Si hemos insistido en que los valores no se logran con discursos, sino a través de la vivencia, y el objetivo de la educación es enseñar a vivir, convivir y vivir para los demás, el reto es estructurar nuestros centros educativos como microcosmos de la nueva sociedad, es decir, que sean semillas y ya realidades en pequeño del país y el mundo que queremos.

Para ello, les ofrecemos una serie de indicadores:

+ El centro cuenta con un proyecto educativo-comunitario claro, que integra y articula todos los programas, actividades y grupos, construido con la participación de todos los miembros de la comunidad educativa, que responde a la realidad específica de sus educandos, con objetivos y metas concretas, en permanente revisión, evaluación y reconstrucción. Padres, alumnos y docentes participan en la planificación, ejecución y evaluación continua del proyecto.

+ Equipo directivo con vocación pedagógica y verdadero liderazgo, expertos en humanidad y en educación, capaces de promover el crecimiento y la formación continua de su personal, orientados a promover la motivación, la innovación y la participación responsables, que garantizan la coherencia pedagógica y la continuidad y evaluación de las propuestas. Equipo directivo que se responsabiliza por la marcha del proyecto, por la calidad de las relaciones y de los aprendizajes, y es capaz de confrontar con firmeza, aunque sin autoritarismo, las irresponsabilidades o conductas inapropiadas de su personal. Equipo directivo que vela porque el tiempo escolar sea un tiempo productivo, de aprendizaje, que  solo suspende clases cuando está seguro de que las actividades formativas o los consejos docentes están tan bien preparados y coordinados, y van a traducirse en avances en la mejora educativa.

+ Pedagogía activa, del aprender haciendo y enseñar produciendo, orientada a promover el aprendizaje y la productividad, que convierte las aulas en talleres de trabajo cooperativo y enseña a trabajar, a valorar el trabajo y al trabajador, a producir, a resolver problemas.

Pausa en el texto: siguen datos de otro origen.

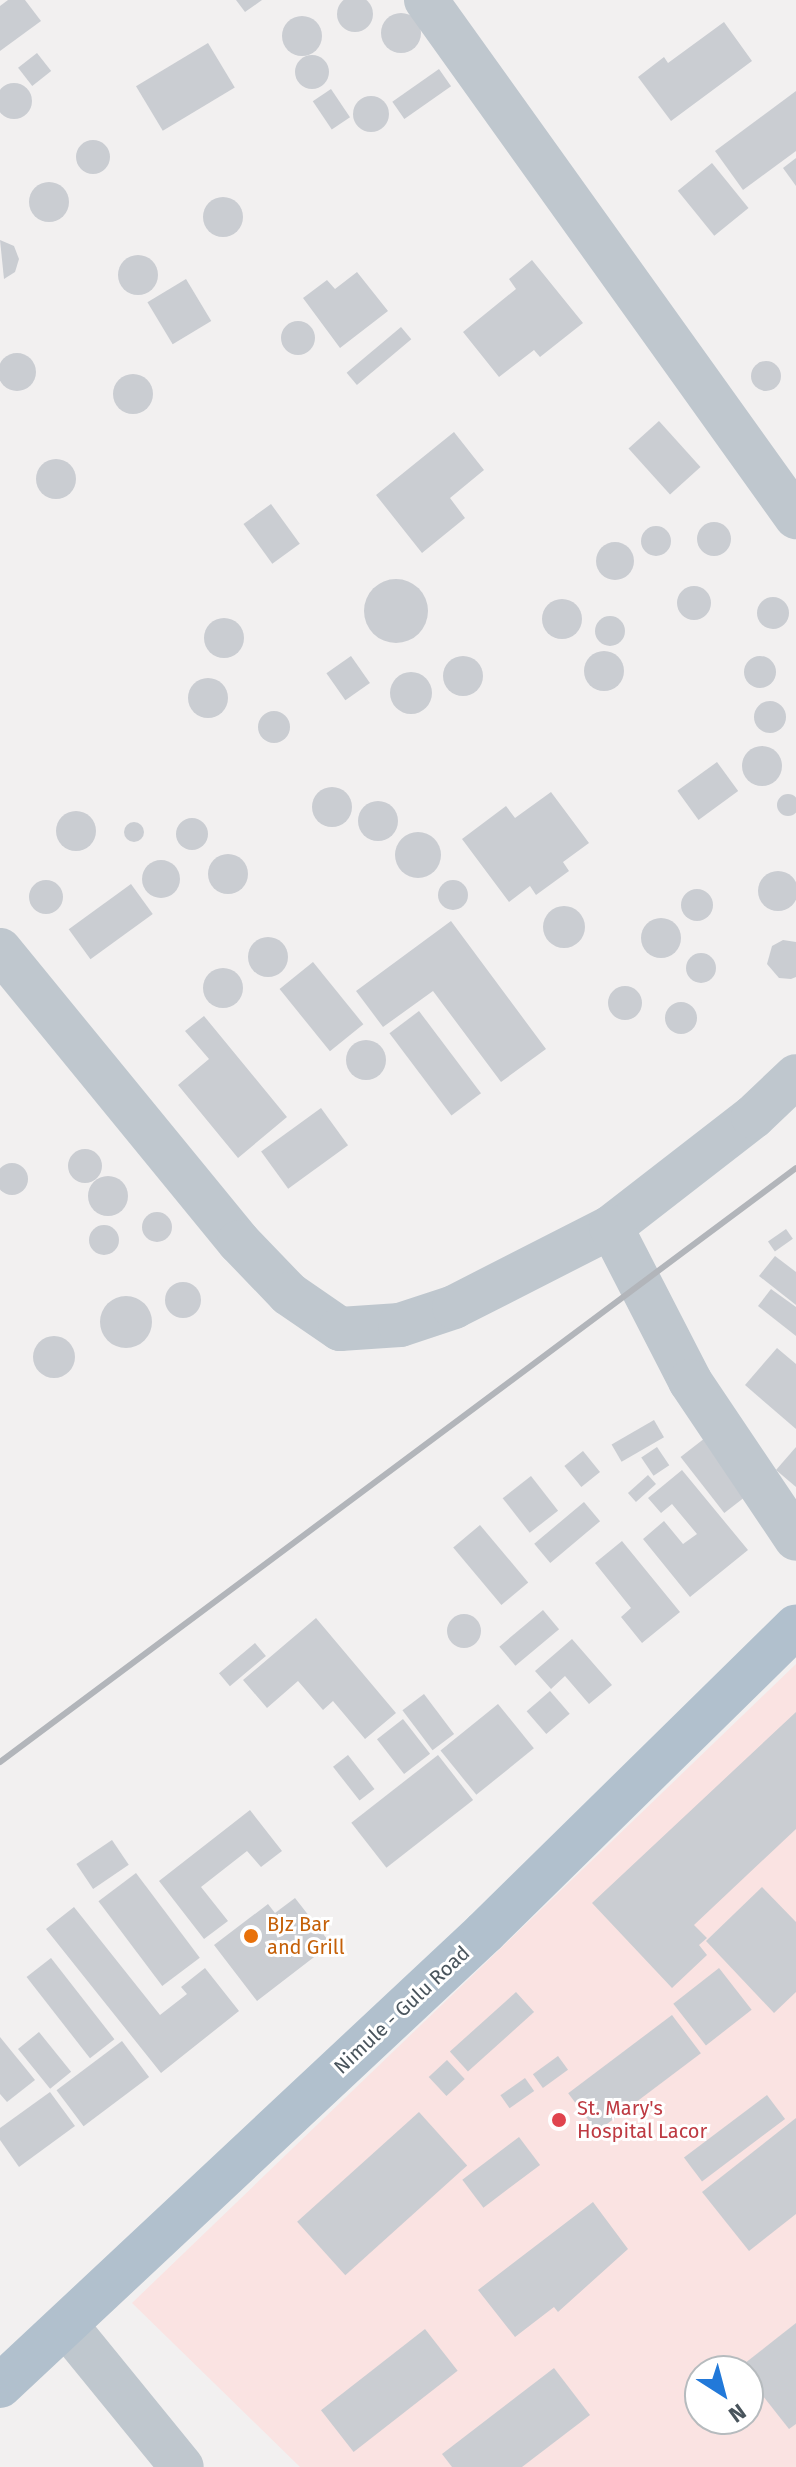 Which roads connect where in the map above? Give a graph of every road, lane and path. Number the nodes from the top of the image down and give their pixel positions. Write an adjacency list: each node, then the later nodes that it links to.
1 (426, 0): 2 (street)
2 (796, 517)
3 (0, 950): 5 (street)
4 (796, 1076): 5 (street)
5 (611, 1227): 6 (street)
6 (796, 1539)
7 (796, 1626): 8 (main road, Nimule - Gulu Road)
8 (66, 2325): 9 (main road, Nimule - Gulu Road); 10 (street)
9 (0, 2386)
10 (182, 2467) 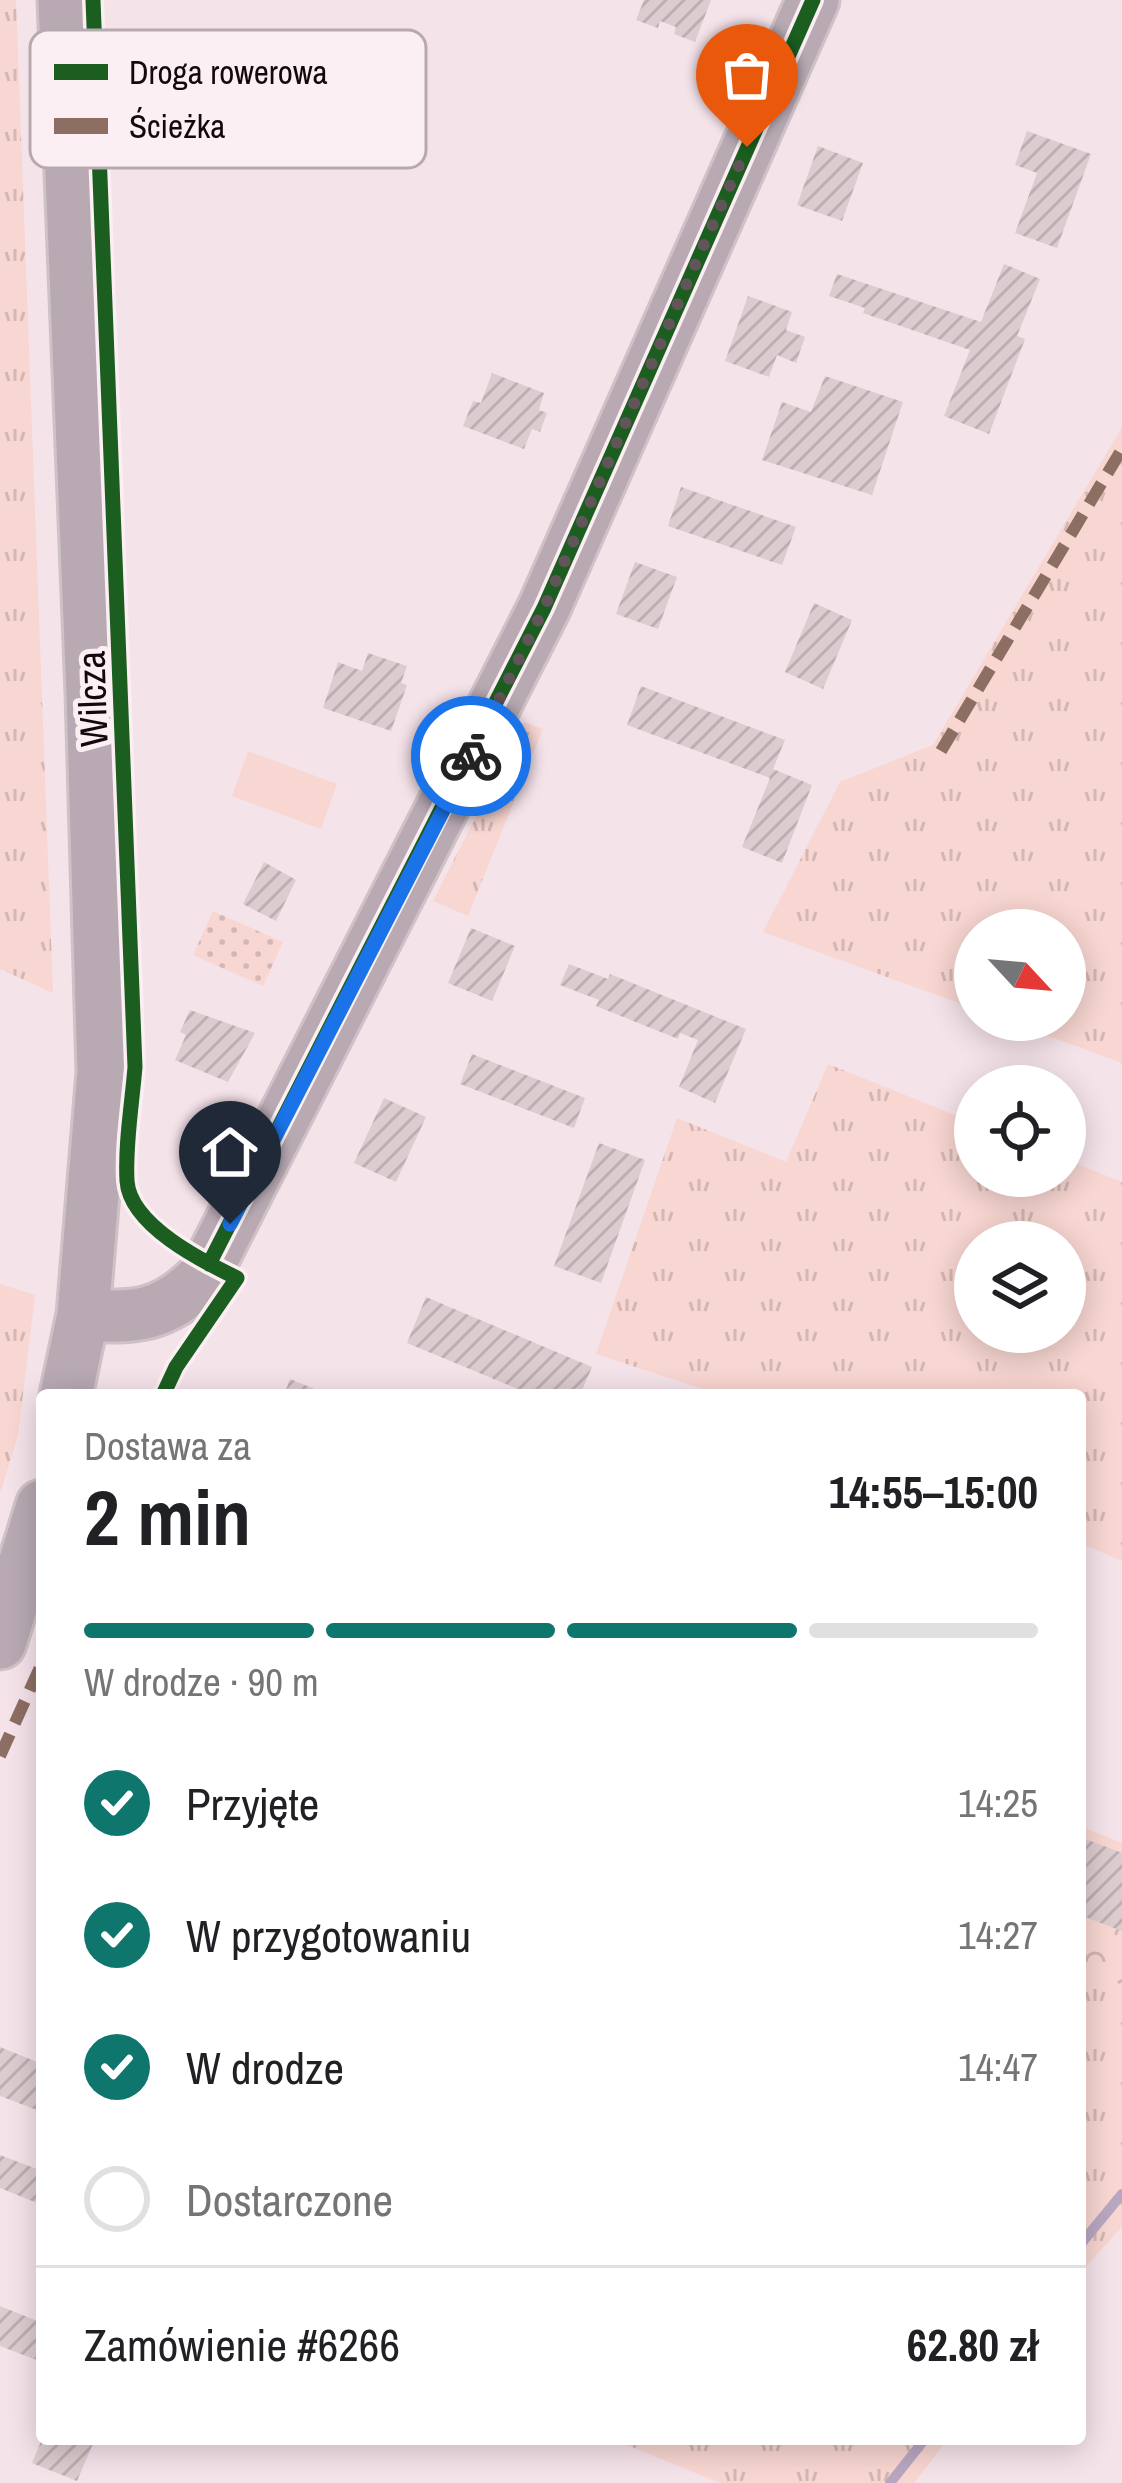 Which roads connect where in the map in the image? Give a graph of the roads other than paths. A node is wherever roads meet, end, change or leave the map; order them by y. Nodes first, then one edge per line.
1 (64, 0) edge
2 (812, 0) edge
3 (65, 30) edge
4 (71, 168) edge
5 (83, 1316) junction
6 (67, 1389) edge
7 (36, 1526) edge
8 (0, 1643) edge

1 - 3 main road, Wilcza
2 - 5 main road
4 - 5 main road, Wilcza
5 - 6 main road, Wilcza
7 - 8 main road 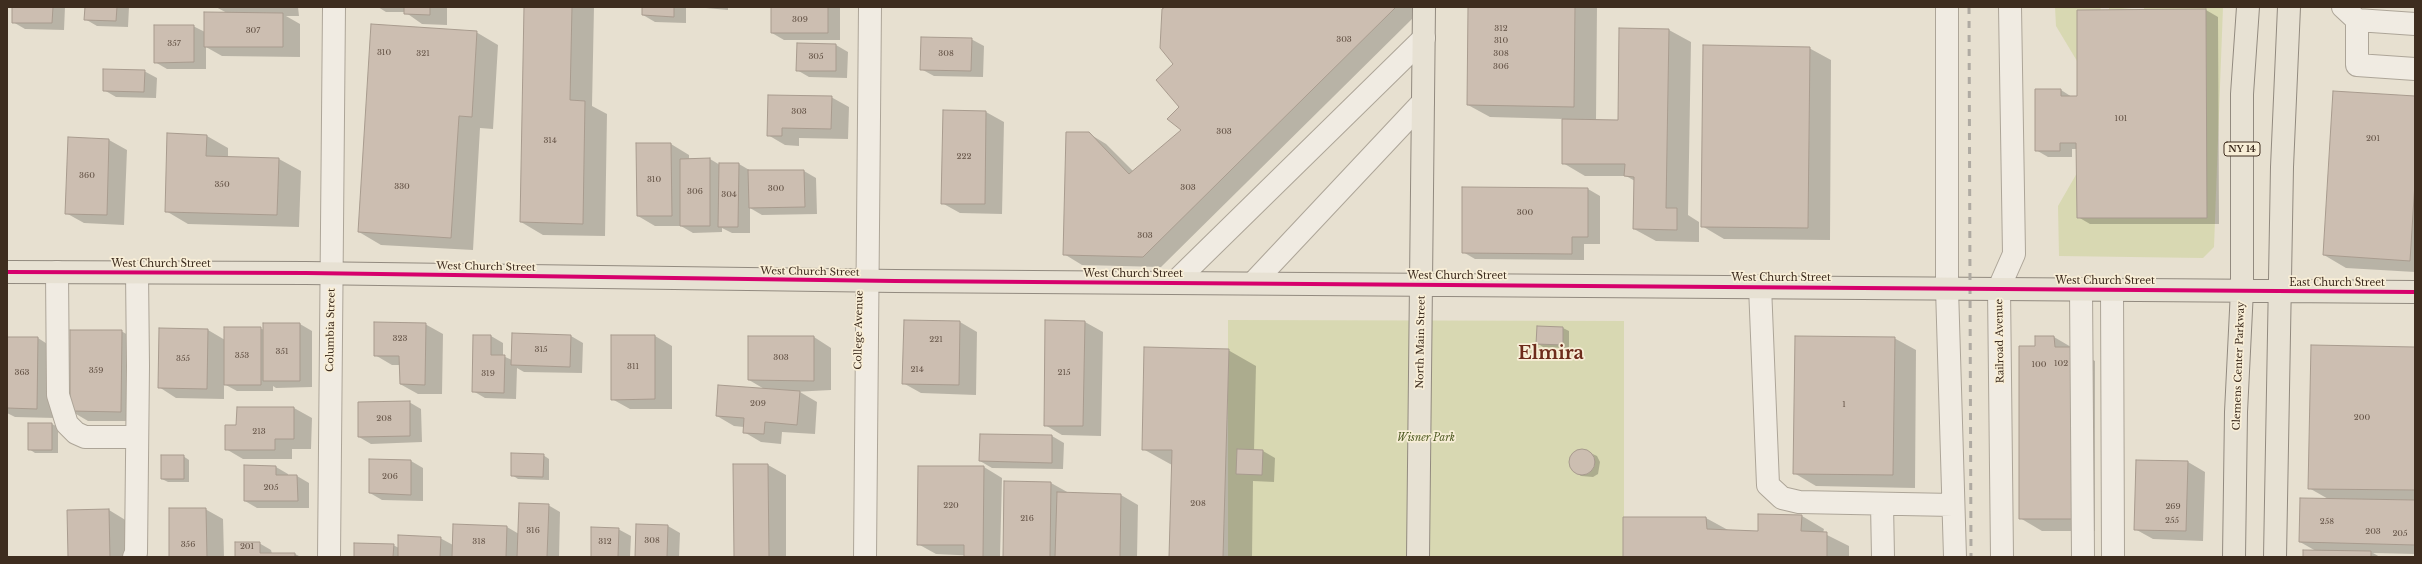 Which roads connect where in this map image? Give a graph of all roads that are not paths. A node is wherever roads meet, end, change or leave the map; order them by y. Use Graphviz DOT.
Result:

Pedagogía crítica que promueve la experimentación y la investigación, orientada más que a responder preguntas, a preguntar respuestas. Pedagogía que promueve el deseo de aprender, comprender y emprender y garantiza a todos la multialfabetización (lectores del texto, contexto, imagen, digital), de modo que todos puedan entender lo que leen para así ser capaces de aprender leyendo; puedan buscar la información que necesitan, procesarla y convertirla en conocimiento; puedan expresarse oral y por escrito, comunicar lo que piensan; puedan argumentar, razonar y entender razones, y de este modo posibilitar su formación integral permanente y autónoma. Pedagogía que no  solo enseña a leer, escribir y pensar, sino también a mirar y mirarse, a escuchar y escucharse, a comunicarse, a dialogar.

Pedagogía que ayuda a cada persona a desarrollar la semilla de sí mismo, a potenciar todas sus posibilidades y alcanzar la plenitud integral, que  solo se logran en el encuentro amoroso y en el servicio desinteresado.

+ Equipos de educadores que valoran su profesión y se sienten orgullosos de ella, con expectativas positivas respecto a todos y cada uno de sus alumnos, activamente comprometidos en mejorar la calidad, que se responsabilizan de los resultados, y se dedican no tanto a enseñar, sino a garantizar los aprendizajes esenciales y el crecimiento integral de todos y de cada uno de sus alumnos.

Equipos de educadores expertos en colaboración, que piensan, reflexionan y planifican juntos, se ayudan, se intercambian planes, propuestas, evaluaciones, preocupaciones; se visitan en los salones para aprender del compañero, pues entienden que la calidad es una exigencia tanto personal como del colectivo. Hoy, es impensable la calidad de un profesor que no trabaja en equipo. El individualismo supone autosuficiencia, falta de humildad, inseguridad.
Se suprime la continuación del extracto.